→ **Exercise goal**
Lines that include "Agosto" make up the answer; copy all of them from the data below.
----- Input data -----
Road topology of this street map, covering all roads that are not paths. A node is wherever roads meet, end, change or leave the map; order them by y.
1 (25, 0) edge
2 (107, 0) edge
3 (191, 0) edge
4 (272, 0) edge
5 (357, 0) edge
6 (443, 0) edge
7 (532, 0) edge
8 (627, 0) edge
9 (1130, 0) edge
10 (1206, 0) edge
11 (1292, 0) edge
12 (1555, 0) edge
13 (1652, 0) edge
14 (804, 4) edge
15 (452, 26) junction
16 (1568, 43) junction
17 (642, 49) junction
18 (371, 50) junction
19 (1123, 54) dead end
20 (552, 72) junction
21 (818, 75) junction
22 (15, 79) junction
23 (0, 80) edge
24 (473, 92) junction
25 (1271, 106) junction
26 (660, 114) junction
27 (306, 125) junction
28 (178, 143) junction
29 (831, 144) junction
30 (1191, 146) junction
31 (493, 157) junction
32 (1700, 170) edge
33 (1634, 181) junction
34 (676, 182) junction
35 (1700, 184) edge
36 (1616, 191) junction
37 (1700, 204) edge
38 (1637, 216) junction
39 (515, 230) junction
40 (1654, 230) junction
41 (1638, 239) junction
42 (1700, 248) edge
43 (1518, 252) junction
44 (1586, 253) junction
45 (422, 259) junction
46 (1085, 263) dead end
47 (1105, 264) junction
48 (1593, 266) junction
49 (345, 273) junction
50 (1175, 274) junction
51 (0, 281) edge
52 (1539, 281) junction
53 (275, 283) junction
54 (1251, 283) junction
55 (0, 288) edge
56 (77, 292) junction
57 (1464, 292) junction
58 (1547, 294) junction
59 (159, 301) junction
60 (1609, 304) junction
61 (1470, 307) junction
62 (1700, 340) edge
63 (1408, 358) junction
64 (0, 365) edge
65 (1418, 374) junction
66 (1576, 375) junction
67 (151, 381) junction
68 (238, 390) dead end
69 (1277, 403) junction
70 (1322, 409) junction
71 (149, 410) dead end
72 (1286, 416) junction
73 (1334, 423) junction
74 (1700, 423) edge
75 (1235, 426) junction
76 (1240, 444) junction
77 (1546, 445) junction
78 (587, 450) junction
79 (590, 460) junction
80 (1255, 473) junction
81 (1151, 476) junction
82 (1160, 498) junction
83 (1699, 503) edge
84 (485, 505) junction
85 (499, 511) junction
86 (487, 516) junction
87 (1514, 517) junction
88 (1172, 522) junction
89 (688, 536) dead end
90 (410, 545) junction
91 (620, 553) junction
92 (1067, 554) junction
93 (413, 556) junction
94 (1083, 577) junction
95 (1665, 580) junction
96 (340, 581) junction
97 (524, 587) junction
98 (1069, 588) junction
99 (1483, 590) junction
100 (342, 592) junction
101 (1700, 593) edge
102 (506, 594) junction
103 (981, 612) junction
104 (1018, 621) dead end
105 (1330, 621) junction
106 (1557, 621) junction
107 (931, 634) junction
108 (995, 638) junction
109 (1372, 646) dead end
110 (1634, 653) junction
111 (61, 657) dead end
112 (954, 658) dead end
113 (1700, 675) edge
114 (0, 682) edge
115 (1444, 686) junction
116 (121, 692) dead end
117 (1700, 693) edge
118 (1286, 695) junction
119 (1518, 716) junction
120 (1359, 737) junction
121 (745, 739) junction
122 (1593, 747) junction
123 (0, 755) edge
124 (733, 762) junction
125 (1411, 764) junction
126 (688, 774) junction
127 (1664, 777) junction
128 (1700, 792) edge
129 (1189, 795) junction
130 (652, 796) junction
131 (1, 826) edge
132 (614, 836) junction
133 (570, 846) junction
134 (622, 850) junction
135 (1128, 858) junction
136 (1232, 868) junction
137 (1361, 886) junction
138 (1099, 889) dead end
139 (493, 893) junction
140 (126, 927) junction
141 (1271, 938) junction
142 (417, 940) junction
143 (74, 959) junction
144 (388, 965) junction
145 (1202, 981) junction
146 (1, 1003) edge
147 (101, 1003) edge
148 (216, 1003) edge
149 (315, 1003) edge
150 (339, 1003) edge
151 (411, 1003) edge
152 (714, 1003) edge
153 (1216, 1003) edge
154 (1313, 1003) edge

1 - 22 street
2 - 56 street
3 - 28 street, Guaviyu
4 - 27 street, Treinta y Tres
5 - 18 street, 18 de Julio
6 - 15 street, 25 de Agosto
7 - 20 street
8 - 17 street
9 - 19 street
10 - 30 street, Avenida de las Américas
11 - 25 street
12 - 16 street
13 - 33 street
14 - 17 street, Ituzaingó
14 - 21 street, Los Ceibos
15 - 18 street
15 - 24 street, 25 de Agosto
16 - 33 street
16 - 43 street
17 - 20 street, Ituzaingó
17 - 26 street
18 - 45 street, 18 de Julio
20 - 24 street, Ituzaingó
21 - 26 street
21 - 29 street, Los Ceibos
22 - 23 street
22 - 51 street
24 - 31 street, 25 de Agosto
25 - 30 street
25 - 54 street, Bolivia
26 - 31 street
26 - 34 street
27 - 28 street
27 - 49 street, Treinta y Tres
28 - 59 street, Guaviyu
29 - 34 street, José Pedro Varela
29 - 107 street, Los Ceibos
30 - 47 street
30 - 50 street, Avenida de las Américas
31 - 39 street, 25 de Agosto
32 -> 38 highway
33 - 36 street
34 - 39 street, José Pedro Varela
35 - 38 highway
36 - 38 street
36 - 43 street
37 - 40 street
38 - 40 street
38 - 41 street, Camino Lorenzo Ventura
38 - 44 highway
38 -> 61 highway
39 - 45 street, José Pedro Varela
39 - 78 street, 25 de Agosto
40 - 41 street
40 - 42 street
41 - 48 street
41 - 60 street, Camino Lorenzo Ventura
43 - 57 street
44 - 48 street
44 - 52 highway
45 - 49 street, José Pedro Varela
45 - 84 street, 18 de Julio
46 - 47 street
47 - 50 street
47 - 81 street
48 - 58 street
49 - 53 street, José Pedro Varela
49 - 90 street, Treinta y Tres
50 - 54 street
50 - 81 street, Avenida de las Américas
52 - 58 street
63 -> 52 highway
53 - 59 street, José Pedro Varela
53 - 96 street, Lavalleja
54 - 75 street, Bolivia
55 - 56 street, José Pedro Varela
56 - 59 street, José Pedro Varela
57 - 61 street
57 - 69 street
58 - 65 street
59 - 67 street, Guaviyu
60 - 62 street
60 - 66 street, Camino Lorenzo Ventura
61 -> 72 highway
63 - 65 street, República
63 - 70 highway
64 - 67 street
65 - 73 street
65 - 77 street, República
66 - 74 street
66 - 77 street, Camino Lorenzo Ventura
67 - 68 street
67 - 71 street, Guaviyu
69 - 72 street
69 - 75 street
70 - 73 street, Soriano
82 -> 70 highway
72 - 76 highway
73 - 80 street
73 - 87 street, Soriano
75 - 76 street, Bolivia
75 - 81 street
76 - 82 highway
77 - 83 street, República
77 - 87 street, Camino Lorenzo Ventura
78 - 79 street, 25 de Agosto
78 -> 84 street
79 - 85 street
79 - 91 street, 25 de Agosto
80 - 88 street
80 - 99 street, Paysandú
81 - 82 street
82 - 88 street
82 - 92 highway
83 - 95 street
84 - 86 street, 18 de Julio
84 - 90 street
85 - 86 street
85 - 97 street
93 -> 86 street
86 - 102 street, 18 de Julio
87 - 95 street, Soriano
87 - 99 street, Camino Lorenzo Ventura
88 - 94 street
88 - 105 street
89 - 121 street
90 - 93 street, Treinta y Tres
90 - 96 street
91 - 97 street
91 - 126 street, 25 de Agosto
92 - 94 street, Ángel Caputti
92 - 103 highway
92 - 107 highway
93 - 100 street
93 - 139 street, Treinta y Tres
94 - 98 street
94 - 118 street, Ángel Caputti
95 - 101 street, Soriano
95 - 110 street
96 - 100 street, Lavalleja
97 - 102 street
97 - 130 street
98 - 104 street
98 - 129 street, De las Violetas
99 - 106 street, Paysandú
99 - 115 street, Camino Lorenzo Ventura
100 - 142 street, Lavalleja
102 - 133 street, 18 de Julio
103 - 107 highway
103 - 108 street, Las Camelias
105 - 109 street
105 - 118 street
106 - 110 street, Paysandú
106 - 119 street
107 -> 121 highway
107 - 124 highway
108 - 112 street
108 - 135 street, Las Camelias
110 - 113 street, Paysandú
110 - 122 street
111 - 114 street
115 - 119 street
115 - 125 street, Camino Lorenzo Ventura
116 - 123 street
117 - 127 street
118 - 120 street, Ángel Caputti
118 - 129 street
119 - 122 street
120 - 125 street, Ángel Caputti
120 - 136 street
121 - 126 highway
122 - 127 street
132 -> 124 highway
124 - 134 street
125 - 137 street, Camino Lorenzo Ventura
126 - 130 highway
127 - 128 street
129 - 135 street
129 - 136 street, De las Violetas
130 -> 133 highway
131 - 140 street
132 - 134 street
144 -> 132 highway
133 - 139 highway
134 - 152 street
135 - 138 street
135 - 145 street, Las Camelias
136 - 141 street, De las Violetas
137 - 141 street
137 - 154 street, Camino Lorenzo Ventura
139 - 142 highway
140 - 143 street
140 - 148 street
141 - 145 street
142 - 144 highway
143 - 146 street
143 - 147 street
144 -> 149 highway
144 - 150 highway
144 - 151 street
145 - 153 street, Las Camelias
-----
→ **Output below**
6 - 15 street, 25 de Agosto
15 - 24 street, 25 de Agosto
24 - 31 street, 25 de Agosto
31 - 39 street, 25 de Agosto
39 - 78 street, 25 de Agosto
78 - 79 street, 25 de Agosto
79 - 91 street, 25 de Agosto
91 - 126 street, 25 de Agosto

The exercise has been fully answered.